Today some of the original RAID levels (namely level 2 and 3) are only
used in very specialized systems (and in fact not even supported by
the Linux Software RAID drivers). Another level, "linear" has emerged,
and especially RAID level 0 is often combined with RAID level 1

At all times the letter N is used to denote the
number of active disks in the array (not counting spare-disks).

The letter S is the size of the smallest drive in the array, unless otherwise mentioned. The letter P is used as the performance of one disk in the array, in MB/s. When used, we assume that the disks are equally fast, which may not always be true in real-world scenarios.

The current RAID drivers in Linux supports the following levels:

Linear mode
--Two or more disks are combined into one physical device.
--There is no redundancy in this level.
-- The read and write performance will not increase for single reads/writes.

-- AKA "stripe" mode.
--The devices should (but need not) have the same size.
--Like linear, there is no redundancy in this level either
--The read and write performance will increase, because reads and writes are done in parallel on the devices.

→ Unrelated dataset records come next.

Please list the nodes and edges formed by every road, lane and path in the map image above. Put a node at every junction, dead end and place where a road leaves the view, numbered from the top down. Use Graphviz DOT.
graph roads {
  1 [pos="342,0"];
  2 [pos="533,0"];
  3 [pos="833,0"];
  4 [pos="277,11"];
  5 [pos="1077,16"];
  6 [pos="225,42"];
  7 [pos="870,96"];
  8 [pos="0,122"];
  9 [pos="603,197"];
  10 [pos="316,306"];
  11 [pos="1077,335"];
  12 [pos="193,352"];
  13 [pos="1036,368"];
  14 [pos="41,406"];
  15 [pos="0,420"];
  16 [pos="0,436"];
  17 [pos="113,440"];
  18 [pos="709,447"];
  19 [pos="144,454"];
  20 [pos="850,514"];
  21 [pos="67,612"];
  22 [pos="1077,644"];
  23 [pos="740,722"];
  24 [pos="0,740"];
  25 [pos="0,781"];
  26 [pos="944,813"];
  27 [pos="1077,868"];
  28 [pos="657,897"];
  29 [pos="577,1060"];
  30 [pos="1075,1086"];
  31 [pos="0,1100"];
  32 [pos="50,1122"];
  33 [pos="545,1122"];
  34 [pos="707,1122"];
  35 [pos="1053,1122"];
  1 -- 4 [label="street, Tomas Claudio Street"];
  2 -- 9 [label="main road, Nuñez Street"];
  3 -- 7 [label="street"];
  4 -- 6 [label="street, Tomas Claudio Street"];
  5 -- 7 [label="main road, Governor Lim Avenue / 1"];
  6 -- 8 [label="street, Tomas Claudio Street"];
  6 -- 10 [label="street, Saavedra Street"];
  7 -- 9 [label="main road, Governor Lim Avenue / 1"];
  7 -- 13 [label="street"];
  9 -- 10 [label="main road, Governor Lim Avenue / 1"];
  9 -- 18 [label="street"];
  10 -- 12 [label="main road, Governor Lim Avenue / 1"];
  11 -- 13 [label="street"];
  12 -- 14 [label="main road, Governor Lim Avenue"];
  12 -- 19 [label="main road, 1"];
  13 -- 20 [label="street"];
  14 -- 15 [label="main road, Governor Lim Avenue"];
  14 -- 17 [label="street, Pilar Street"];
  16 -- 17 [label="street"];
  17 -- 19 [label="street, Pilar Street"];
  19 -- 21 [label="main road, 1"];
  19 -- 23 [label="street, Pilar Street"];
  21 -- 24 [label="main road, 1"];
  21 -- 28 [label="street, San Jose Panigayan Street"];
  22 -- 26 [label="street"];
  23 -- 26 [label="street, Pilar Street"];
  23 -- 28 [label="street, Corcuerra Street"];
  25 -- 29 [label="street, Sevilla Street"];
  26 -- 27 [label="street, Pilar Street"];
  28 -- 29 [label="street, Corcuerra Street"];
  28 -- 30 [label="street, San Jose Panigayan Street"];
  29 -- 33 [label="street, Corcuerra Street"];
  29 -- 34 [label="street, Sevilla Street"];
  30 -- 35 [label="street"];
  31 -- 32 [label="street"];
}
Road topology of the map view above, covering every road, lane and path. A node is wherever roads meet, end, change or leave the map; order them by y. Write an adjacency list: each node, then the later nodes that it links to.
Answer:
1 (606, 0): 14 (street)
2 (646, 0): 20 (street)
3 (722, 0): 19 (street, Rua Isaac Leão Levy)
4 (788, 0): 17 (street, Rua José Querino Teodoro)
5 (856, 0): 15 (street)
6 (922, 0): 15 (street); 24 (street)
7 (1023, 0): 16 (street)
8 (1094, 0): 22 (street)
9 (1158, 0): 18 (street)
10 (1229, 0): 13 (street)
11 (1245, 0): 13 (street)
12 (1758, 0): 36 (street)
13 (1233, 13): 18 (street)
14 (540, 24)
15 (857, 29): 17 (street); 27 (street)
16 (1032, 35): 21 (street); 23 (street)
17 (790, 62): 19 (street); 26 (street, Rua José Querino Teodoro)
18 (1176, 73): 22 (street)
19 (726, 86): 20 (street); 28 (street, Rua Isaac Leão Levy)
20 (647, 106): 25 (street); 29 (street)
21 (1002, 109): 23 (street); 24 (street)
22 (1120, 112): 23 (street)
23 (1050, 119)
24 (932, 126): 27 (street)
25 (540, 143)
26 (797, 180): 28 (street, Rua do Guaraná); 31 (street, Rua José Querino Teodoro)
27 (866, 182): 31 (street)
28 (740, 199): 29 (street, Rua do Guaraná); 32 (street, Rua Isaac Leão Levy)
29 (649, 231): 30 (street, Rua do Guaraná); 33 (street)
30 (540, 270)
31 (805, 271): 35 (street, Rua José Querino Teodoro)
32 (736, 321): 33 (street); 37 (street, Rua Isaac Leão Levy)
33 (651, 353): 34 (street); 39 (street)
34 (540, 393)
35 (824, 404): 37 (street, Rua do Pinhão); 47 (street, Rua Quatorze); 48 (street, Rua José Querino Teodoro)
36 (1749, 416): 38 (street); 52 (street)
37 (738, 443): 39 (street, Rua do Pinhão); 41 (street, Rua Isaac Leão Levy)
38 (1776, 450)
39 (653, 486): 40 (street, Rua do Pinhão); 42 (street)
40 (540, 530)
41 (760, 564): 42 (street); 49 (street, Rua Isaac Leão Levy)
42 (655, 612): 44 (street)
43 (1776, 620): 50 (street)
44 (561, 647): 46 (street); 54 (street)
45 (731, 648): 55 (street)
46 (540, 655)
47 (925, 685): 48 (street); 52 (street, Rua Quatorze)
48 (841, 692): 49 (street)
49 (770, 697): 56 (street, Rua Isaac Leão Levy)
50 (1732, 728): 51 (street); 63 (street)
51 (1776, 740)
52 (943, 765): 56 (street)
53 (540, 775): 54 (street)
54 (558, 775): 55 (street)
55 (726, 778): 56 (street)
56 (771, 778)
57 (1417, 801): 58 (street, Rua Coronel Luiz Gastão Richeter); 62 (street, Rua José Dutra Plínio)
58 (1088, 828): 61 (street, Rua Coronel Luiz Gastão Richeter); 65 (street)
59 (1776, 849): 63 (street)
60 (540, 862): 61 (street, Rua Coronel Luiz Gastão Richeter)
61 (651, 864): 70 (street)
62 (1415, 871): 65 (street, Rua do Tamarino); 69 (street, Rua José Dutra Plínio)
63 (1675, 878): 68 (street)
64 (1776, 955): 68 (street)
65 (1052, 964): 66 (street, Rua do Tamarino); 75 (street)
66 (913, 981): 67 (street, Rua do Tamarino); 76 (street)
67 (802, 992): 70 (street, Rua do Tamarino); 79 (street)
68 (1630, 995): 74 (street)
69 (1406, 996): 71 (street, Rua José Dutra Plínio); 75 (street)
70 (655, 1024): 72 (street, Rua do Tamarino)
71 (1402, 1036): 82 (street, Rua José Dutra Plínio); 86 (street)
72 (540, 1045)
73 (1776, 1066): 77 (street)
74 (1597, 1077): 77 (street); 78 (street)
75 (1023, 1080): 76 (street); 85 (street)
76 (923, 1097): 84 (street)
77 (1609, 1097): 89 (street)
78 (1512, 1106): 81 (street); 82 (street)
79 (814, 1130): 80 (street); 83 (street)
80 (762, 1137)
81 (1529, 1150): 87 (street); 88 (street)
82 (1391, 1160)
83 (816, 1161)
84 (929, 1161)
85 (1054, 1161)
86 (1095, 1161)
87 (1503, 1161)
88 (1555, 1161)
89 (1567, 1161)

--First mode which actually has redundancy.
--If up to N-1 disks are removed (or crashes), all data are still intact.
--Write performance is often worse than on a single device, because identical copies of the data written must be sent to every disk in the array.

-- This RAID level is not used very often. It can be used on three or more disks. Instead of completely mirroring the information, it keeps parity information on one drive, and writes data to the other disks in a RAID-0 like way.

-- This is perhaps the most useful RAID mode when one wishes to combine a larger number of physical disks, and still maintain some redundancy.
--If one of the disks fail, all data are still intact, thanks to the parity information.
--Both read and write performance usually increase, but can be hard to predict how much.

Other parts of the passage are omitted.